By Jesse Lou, Rosie Keller, Teasha Feldman-Fitzthum

Every year, thousands of scientists make the leap from research lab to startup. They carry breakthrough technologies and deep technical conviction — but most have never built a financial model. They're expected to lead teams, make go/no-go decisions, raise capital, and build companies. The question they're rarely equipped to answer is the one that matters most: can this technology work commercially?

The tool that should anchor those decisions is techno-economic analysis: a structured way to evaluate commercial viability, understand what drives cost, identify where uncertainty lives, and connect R&D choices to commercial outcomes. When scientists build a TEA, they develop the intuition they need to navigate the hardest decisions in commercialization.
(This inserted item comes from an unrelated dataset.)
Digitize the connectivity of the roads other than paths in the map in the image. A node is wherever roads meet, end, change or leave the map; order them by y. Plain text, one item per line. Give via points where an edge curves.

88% of early-stage climate teams have had no meaningful exposure to TEA.

The Problem

The gap isn't just a problem for individual teams. It's a systemic failure at ecosystem scale.
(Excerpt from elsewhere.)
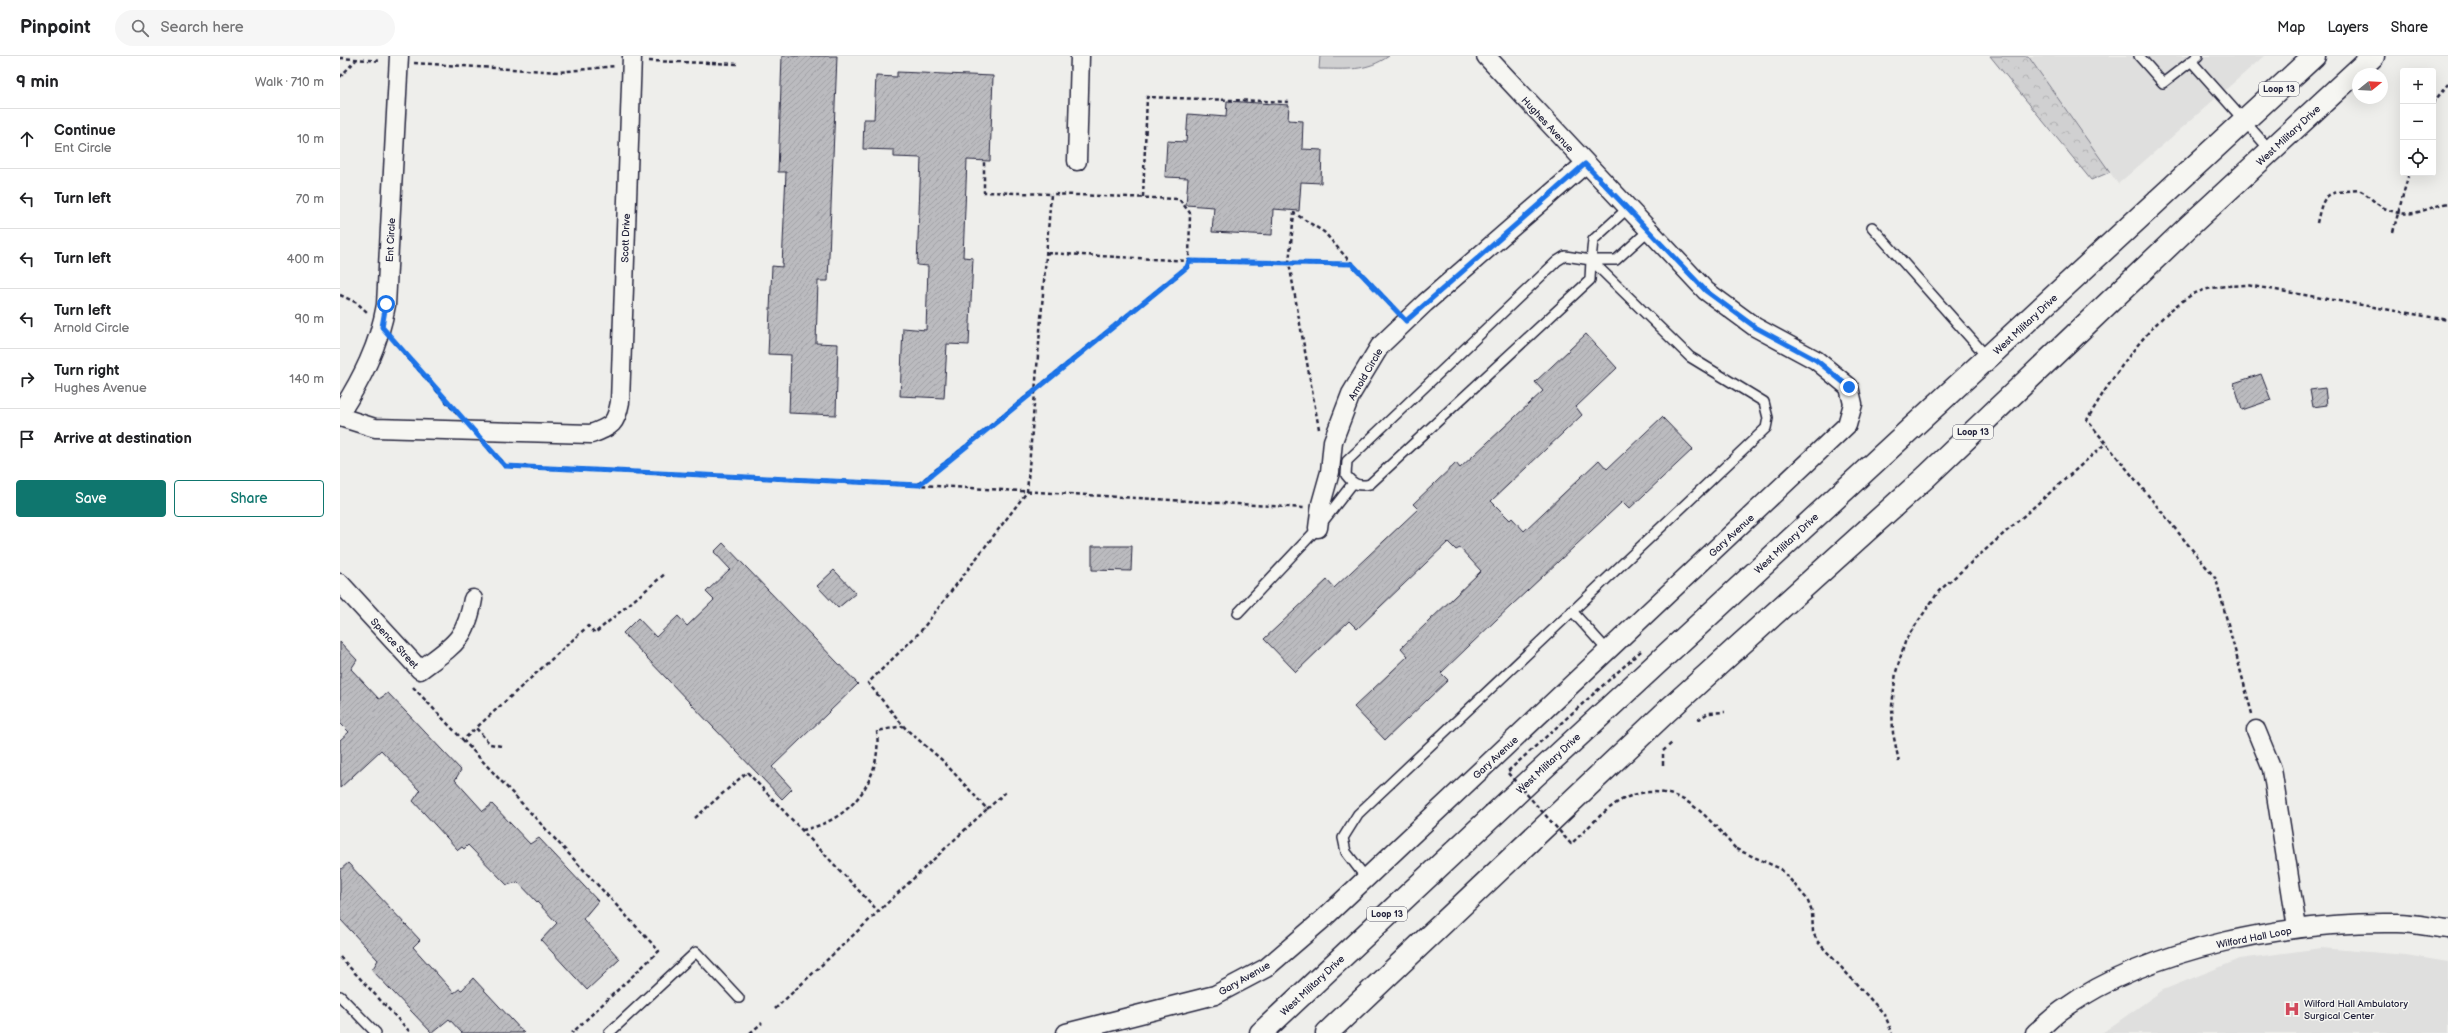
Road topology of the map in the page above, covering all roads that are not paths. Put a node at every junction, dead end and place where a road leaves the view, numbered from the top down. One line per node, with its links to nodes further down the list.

There are roughly 40,000 early-stage climate teams and 500,000 applied researchers globally, backed by over $100B in public R&D and private capital. That capital flows with the expectation that good science will find its way to deployment. But when the vast majority of teams lack the basic analytical framework to evaluate their own economics, commercially viable technologies stall, resources are misallocated, and capital goes to waste. Further downstream, incumbents struggle to evaluate emerging technologies without a common analytical language, slowing the very deployment that climate timelines demand.

Before Google Maps & GPS, every driver navigated independently — buying paper maps or printing out MapQuest directions, asking strangers for directions, making expensive wrong turns. Routes existed but weren't widely accessible. What was missing was a shared, adaptive navigation layer to make them useful.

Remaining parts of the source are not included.